MARTINOTTI, DISTRICT JUDGE
Before this Court is Defendants Caring Pain Management PC a/k/a Careon Pain Management and Jinghui Xie, M.D.’s (“Defendants” or “Caring Pain Defendants”) Motion for Reconsideration (“Motion”) (ECF No. 106) of the Court’s Order (“Order”) (ECF No. 105) issued on August 12, 2025. Defendants filed this Motion on August 21, 2025 (ECF No. 106), and Plaintiffs Government Employees Insurance Co., GEICO Indemnity Co., GEICO General Insurance Company, and GEICO Casualty Co.’s (“GEICO”) filed an Opposition on September 2, 2025 (ECF No. 107). Having reviewed and considered the parties’ submissions filed in connection with this motion and having declined to hold oral argument pursuant to Federal Rule of Civil Procedure 78(b), for the reasons set forth below and for good cause having been shown, Defendants’ Motion for Reconsideration (ECF No. 106) is DENIED. I. BACKGROUND The factual and procedural background of this matter are well known to the parties and were previously detailed in the Court’s Opinion on August 12, 2025. (See ECF No. 104.) Accordingly, the Court will only briefly recount such information relevant to this Motion.

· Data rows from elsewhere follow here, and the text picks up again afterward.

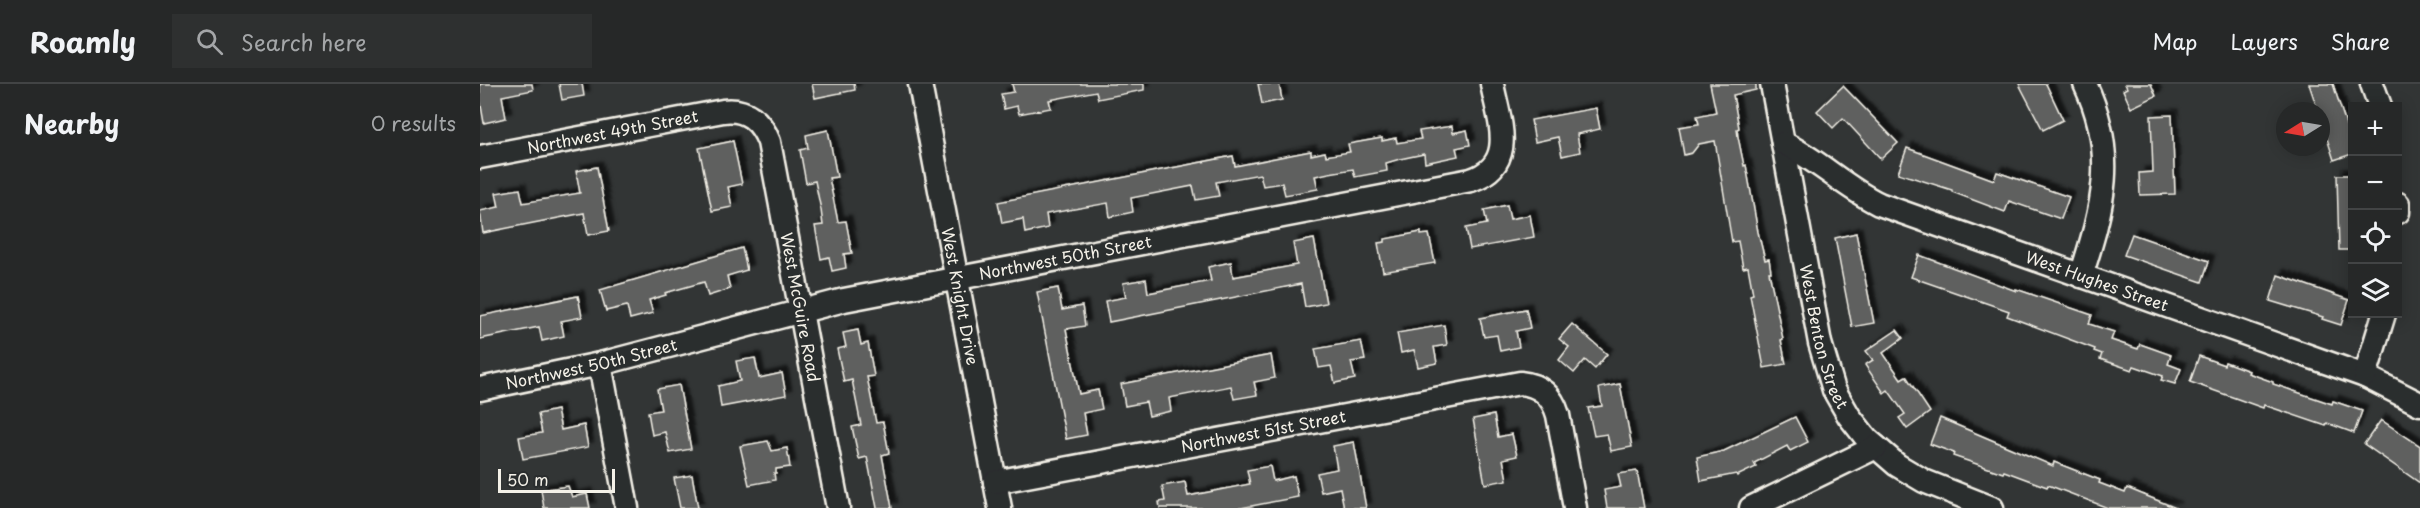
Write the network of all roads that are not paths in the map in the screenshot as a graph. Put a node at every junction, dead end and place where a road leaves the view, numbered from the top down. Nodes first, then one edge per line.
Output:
1 (921, 84) edge
2 (1492, 84) edge
3 (1772, 84) edge
4 (2085, 84) edge
5 (2372, 84) edge
6 (2379, 102) edge
7 (746, 113) joint
8 (1783, 143) junction
9 (480, 157) edge
10 (2081, 276) junction
11 (957, 278) junction
12 (801, 310) junction
13 (2383, 318) edge
14 (600, 364) junction
15 (2365, 376) junction
16 (480, 389) edge
17 (2420, 404) edge
18 (1876, 447) junction
19 (995, 482) junction
20 (627, 508) edge
21 (838, 508) edge
22 (1000, 508) edge
23 (1575, 508) edge
24 (1751, 508) edge
25 (1992, 508) edge

1 - 11 street, West Knight Drive
2 - 11 street, Northwest 50th Street
3 - 8 street, West Benton Street
4 - 10 street
5 - 6 street
7 - 9 street, Northwest 49th Street
7 - 12 street, West McGuire Road
8 - 10 street, West Hughes Street
8 - 18 street, West Benton Street
10 - 15 street, West Hughes Street
11 - 12 street, Northwest 50th Street
11 - 19 street, West Knight Drive
12 - 14 street, Northwest 50th Street
12 - 21 street, West McGuire Road
13 - 15 street
14 - 16 street, Northwest 50th Street
14 - 20 street
15 - 17 street, West Hughes Street
18 - 24 street
18 - 25 street, West Benton Street
19 - 22 street, West Knight Drive
19 - 23 street, Northwest 51st Street

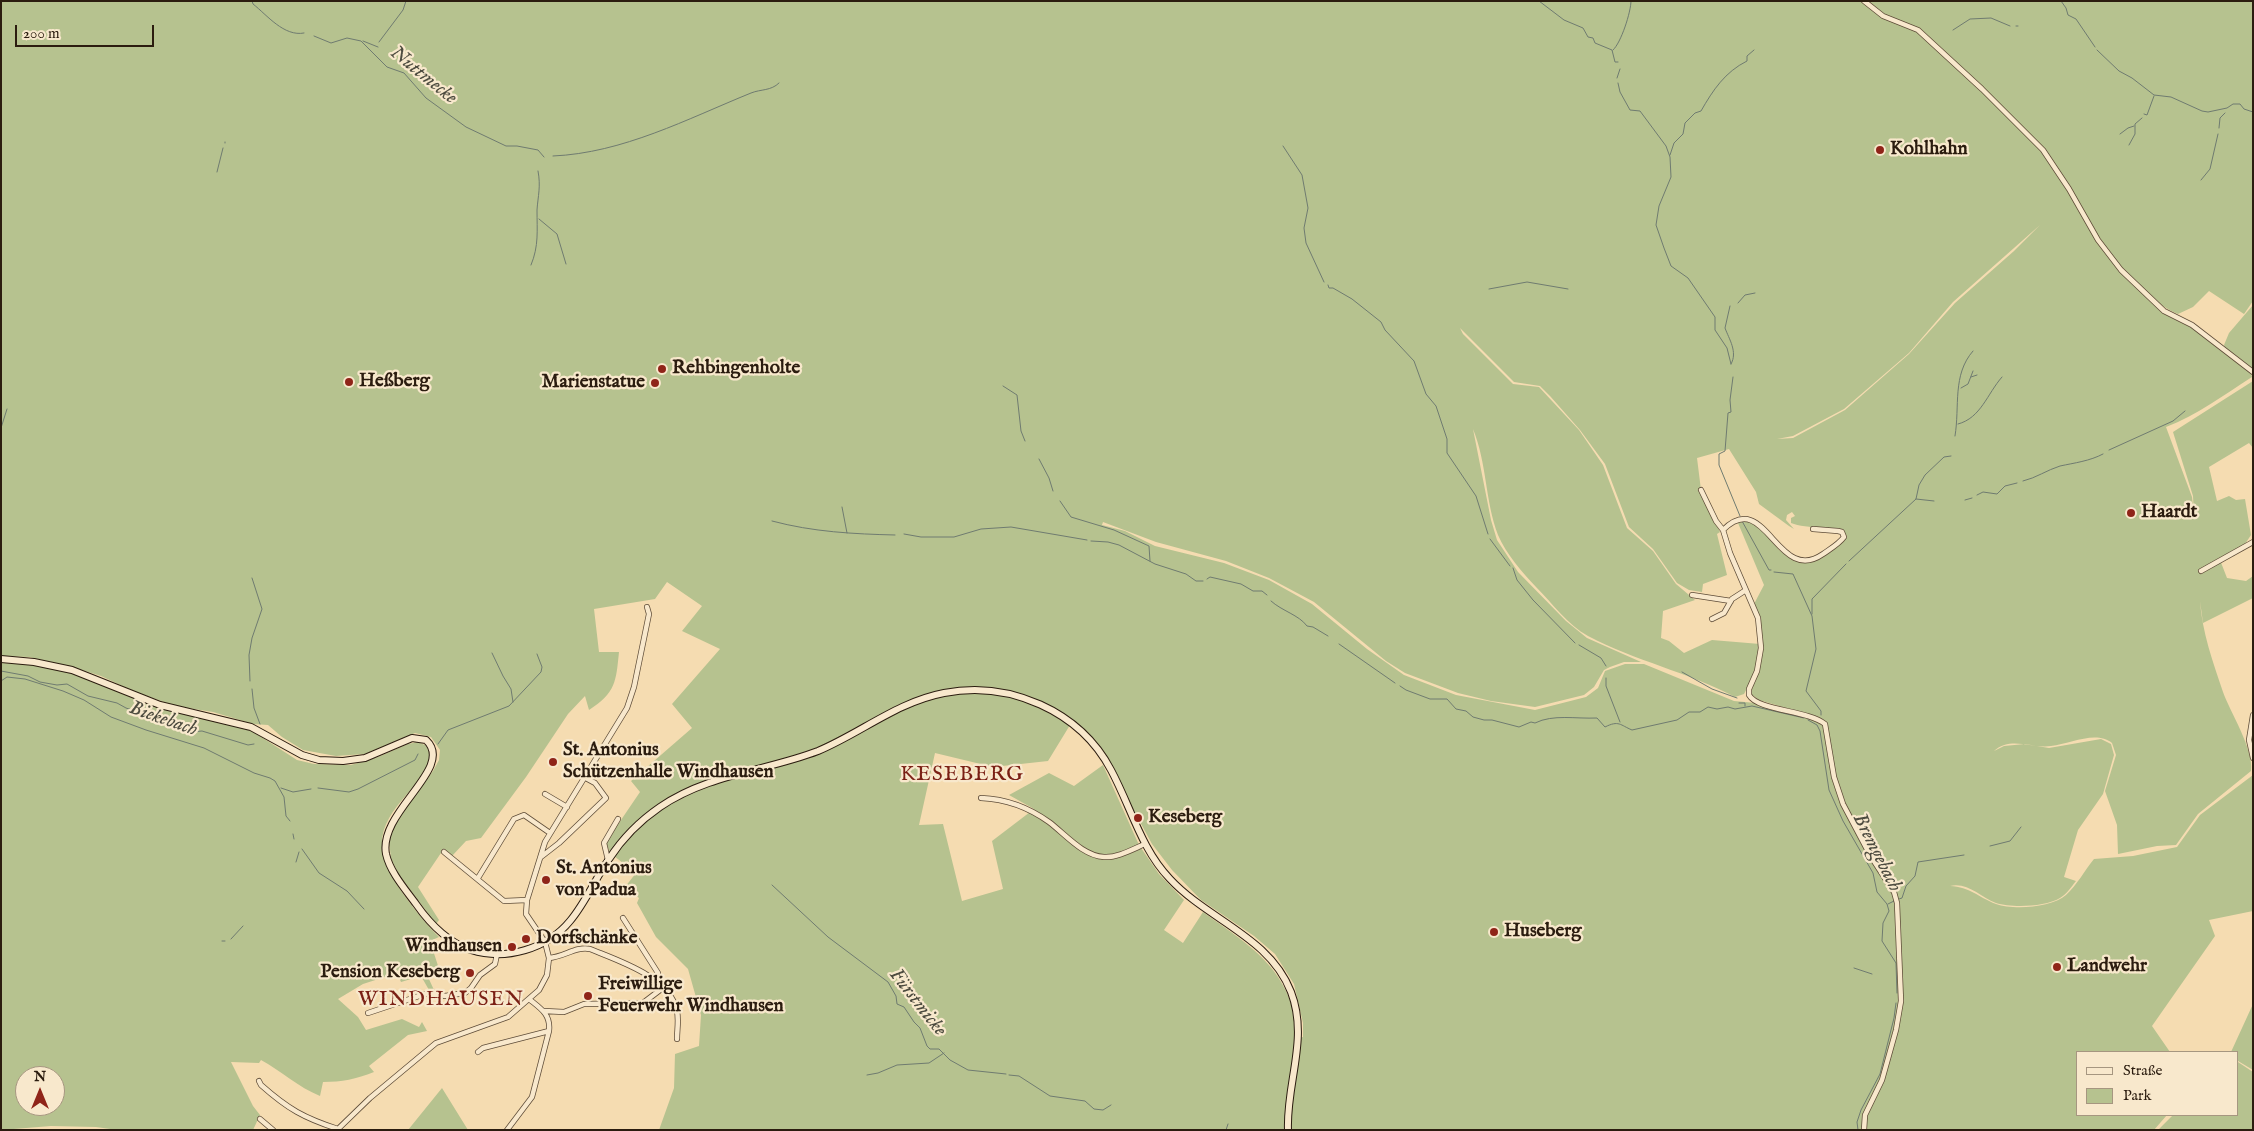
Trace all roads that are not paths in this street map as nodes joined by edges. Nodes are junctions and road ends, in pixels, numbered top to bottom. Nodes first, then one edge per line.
1 (1864, 1) edge
2 (2253, 372) edge
3 (1701, 490) dead end
4 (1813, 529) dead end
5 (1723, 530) junction
6 (2253, 542) edge
7 (2201, 571) dead end
8 (1746, 590) junction
9 (1692, 595) dead end
10 (1731, 601) junction
11 (647, 607) dead end
12 (1712, 619) dead end
13 (1, 659) edge
14 (2253, 715) edge
15 (2253, 758) edge
16 (584, 777) junction
17 (545, 794) dead end
18 (981, 798) dead end
19 (567, 808) junction
20 (618, 819) dead end
21 (550, 833) junction
22 (1144, 844) junction
23 (444, 852) dead end
24 (540, 857) junction
25 (608, 860) junction
26 (478, 878) junction
27 (526, 900) junction
28 (623, 918) dead end
29 (545, 942) junction
30 (497, 954) junction
31 (550, 958) junction
32 (654, 980) junction
33 (664, 987) junction
34 (529, 999) junction
35 (544, 1012) junction
36 (368, 1013) dead end
37 (549, 1031) junction
38 (677, 1039) dead end
39 (478, 1052) dead end
40 (259, 1080) dead end
41 (260, 1119) dead end
42 (337, 1129) edge
43 (273, 1130) edge
44 (507, 1130) edge
45 (1288, 1130) edge
46 (1864, 1130) edge

1 - 2 street
3 - 5 street
4 - 5 street
5 - 8 street
6 - 7 street
8 - 10 street
8 - 46 street
9 - 10 street
10 - 12 street
11 - 16 street
13 - 30 main road
14 - 15 street
16 - 19 street
16 - 24 street
17 - 19 street
18 - 22 street
19 - 21 street
20 - 25 street
21 - 24 street
21 - 26 street
22 - 25 main road
22 - 45 main road
23 - 26 street
24 - 27 street
25 - 29 main road
26 - 27 street
27 - 29 street
28 - 32 street
29 - 30 main road
29 - 31 street
30 - 36 street
31 - 32 street
31 - 34 street
32 - 33 street
33 - 35 street
33 - 38 street
34 - 35 street
34 - 42 street
35 - 37 street
37 - 39 street
37 - 44 street
40 - 42 street
41 - 43 street

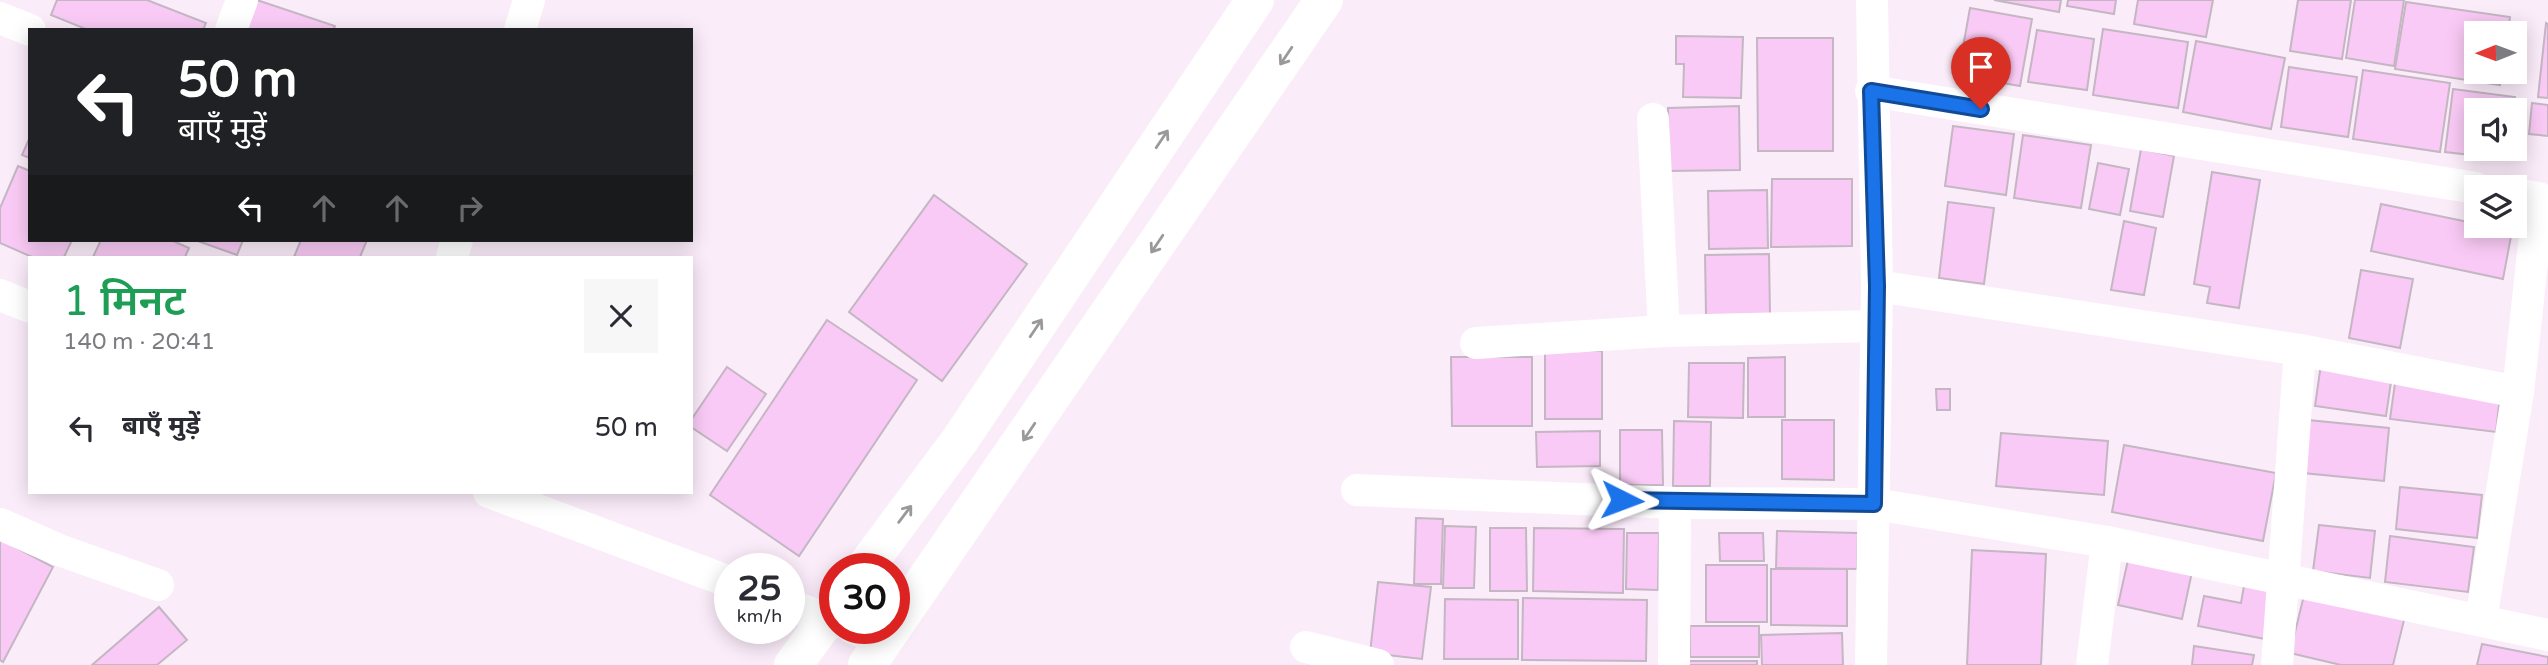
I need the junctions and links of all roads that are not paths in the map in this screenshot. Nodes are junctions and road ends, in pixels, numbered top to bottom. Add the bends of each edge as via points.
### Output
1 (242, 0) edge
2 (529, 0) edge
3 (1255, 0) edge
4 (1324, 0) edge
5 (1872, 0) edge
6 (232, 28) edge
7 (521, 28) edge
8 (1871, 91) junction
9 (1653, 118) dead end
10 (2464, 186) edge
11 (2527, 196) edge
12 (1877, 286) junction
13 (0, 295) edge
14 (28, 306) edge
15 (1875, 326) junction
16 (1664, 331) junction
17 (1476, 343) dead end
18 (2300, 350) junction
19 (2518, 392) junction
20 (1357, 489) dead end
21 (494, 494) edge
22 (1675, 503) junction
23 (1874, 504) junction
24 (0, 524) edge
25 (2107, 542) junction
26 (876, 553) edge
27 (909, 553) edge
28 (714, 576) edge
29 (2284, 577) junction
30 (158, 585) dead end
31 (2481, 620) junction
32 (2548, 635) edge
33 (828, 644) edge
34 (1306, 647) dead end
35 (793, 665) edge
36 (1378, 665) edge
37 (1674, 665) edge
38 (1871, 665) edge
39 (2092, 665) edge
40 (2277, 665) edge

1 - 6 street
2 - 7 street
26 -> 3 street via 960,440
4 -> 27 street
5 - 8 street
8 - 10 street
8 - 12 street
9 - 16 street
11 - 19 street via 2539,198
12 - 15 street
12 - 18 street
13 - 14 street
15 - 16 street
15 - 23 street
16 - 17 street
18 - 19 street
18 - 29 street
19 - 31 street
20 - 22 street
21 - 28 street
22 - 23 street
22 - 37 street
23 - 25 street
23 - 38 street
24 - 30 street
25 - 29 street
25 - 39 street
29 - 31 street
29 - 40 street
31 - 32 street
33 - 35 street
34 - 36 street

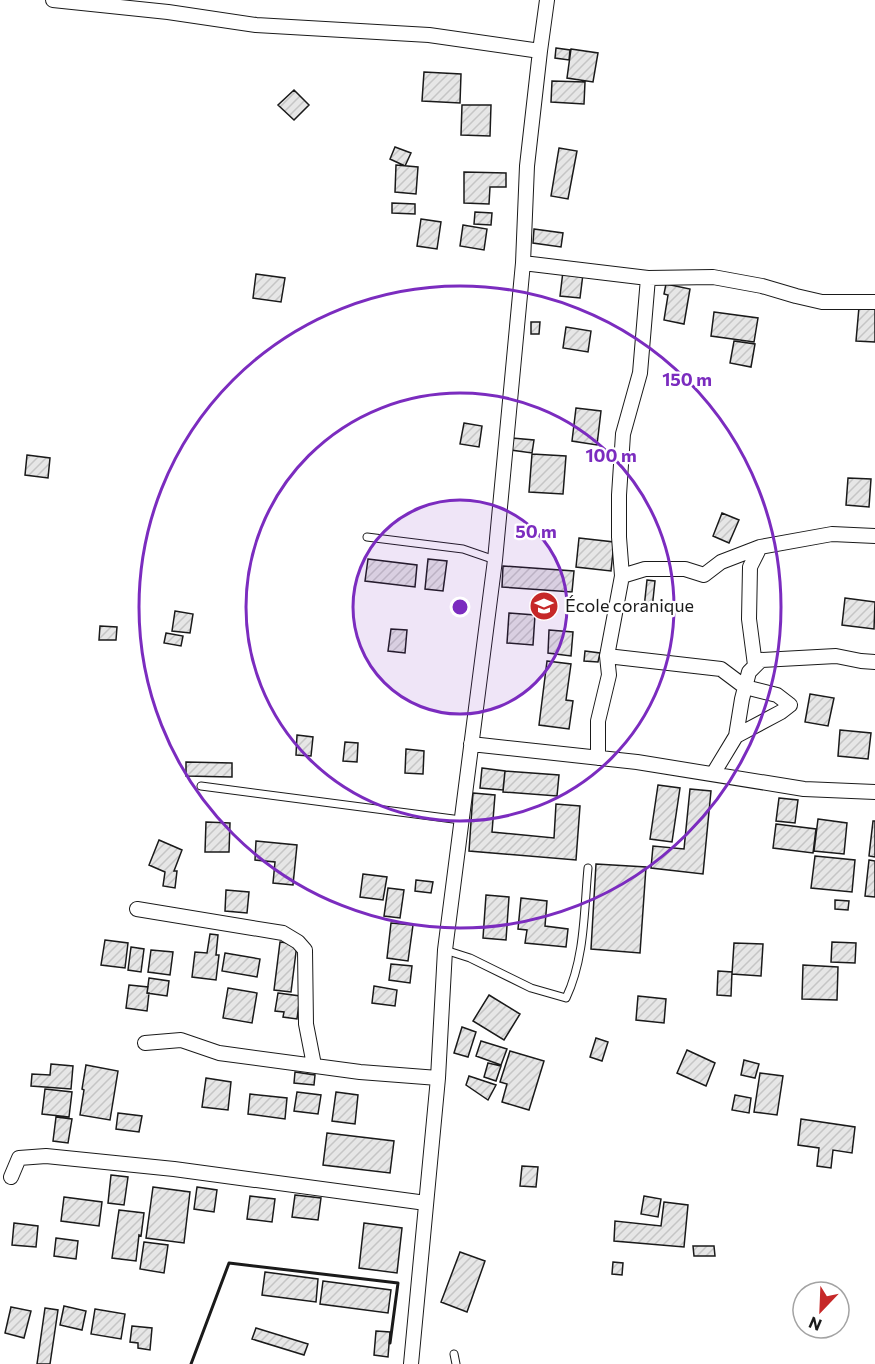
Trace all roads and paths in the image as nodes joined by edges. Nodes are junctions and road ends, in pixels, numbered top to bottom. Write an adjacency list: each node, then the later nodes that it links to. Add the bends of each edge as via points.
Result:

On February 1, 2025, the Caring Pain Defendants moved under Fed. R. Civ. P. 41(b) to dismiss the case with prejudice. (ECF No. 74.) On March 3, 2025, GEICO moved for various forms of relief, including dismissal without prejudice pursuant to Fed. R. Civ. P. 41(a)(2). (ECF No. 81.) The Caring Pain Defendants opposed. (ECF No. 85.) The Court denied GEICO’s Motion for a Voluntary Dismissal on July 18, 2025. (ECF No. 99; ECF No. 100.) On July 21, 2025, GEICO submitted a letter requesting the Court hold Caring Pain Defendant’s Motion in abeyance pending the New Jersey Supreme Court’s granting of certification of Allstate New Jersey Ins. Co. v. Carteret Comprehensive Med. Care, P.C., 330 A.3d 361 (N.J. App. Div. 2025), cert. granted, A- 74/75/76-24 (N.J. July 8, 2025).1 (ECF No. 101.) See L. Civ. R. 7.1(d)(6). On the same day, the Caring Pain Defendants filed a letter in response to GEICO’s submission. (ECF No. 102.) The
Court granted the Caring Pain Defendants’ motion to dismiss the New Jersey Insurance Fraud Prevention Act (“IFPA”) claim without prejudice and closed the case on August 12, 2025. (ECF No. 104; ECF No. 105.) The Caring Pain Defendants filed a Motion for Reconsideration on August 21, 2025 (ECF No. 106), and GEICO filed an opposition on September 2, 2025. (ECF No. 107).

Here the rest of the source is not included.